> [Task directions] A line qualifies if it holds the string "Douglas". Copy every qualifying line from the records.

Stored data entries:
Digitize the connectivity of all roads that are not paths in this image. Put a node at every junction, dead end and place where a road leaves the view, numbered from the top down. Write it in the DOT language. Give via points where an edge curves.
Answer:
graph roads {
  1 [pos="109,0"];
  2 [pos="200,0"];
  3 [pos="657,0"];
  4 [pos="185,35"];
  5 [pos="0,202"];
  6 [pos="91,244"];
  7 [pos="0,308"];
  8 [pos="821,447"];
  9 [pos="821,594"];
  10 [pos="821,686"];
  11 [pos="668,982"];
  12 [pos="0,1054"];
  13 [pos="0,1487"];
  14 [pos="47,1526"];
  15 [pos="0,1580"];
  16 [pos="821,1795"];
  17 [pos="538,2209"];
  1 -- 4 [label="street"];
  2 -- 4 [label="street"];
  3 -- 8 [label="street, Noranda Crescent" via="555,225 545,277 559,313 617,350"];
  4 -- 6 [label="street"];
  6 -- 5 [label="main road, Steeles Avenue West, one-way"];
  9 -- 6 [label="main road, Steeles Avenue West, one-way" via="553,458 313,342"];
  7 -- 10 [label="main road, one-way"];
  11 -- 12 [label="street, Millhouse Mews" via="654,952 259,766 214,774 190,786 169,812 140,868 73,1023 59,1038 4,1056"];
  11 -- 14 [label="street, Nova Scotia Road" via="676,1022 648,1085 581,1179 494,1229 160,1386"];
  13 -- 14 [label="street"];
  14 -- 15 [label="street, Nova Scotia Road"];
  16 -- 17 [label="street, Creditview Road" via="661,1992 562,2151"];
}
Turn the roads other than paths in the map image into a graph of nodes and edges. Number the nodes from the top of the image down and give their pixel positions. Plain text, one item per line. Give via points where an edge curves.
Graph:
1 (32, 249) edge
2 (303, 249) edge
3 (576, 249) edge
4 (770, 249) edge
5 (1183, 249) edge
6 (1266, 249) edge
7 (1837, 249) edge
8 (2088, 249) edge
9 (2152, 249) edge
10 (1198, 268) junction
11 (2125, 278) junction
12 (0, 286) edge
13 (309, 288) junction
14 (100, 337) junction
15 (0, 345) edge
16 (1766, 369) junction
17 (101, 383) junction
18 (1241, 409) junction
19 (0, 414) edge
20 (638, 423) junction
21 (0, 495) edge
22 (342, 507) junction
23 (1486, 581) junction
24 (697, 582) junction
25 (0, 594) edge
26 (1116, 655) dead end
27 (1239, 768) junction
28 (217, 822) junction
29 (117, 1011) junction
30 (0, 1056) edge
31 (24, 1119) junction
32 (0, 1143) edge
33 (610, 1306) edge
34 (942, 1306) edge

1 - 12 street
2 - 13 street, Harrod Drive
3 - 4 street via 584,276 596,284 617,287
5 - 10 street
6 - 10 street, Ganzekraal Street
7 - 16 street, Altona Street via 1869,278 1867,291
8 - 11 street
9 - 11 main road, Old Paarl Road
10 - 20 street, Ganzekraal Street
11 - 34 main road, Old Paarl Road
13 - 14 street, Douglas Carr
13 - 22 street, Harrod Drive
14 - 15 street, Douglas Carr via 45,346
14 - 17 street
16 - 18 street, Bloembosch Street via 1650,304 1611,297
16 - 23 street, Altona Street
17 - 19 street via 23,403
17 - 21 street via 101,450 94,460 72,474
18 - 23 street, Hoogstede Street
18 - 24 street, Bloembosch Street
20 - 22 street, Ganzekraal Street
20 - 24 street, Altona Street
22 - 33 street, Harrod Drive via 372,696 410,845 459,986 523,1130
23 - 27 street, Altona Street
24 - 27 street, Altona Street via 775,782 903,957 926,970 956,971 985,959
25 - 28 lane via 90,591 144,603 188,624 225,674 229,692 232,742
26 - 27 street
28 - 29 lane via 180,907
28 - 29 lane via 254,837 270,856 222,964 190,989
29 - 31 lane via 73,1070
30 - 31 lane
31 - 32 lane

> [Solution to this task]
13 - 14 street, Douglas Carr
14 - 15 street, Douglas Carr via 45,346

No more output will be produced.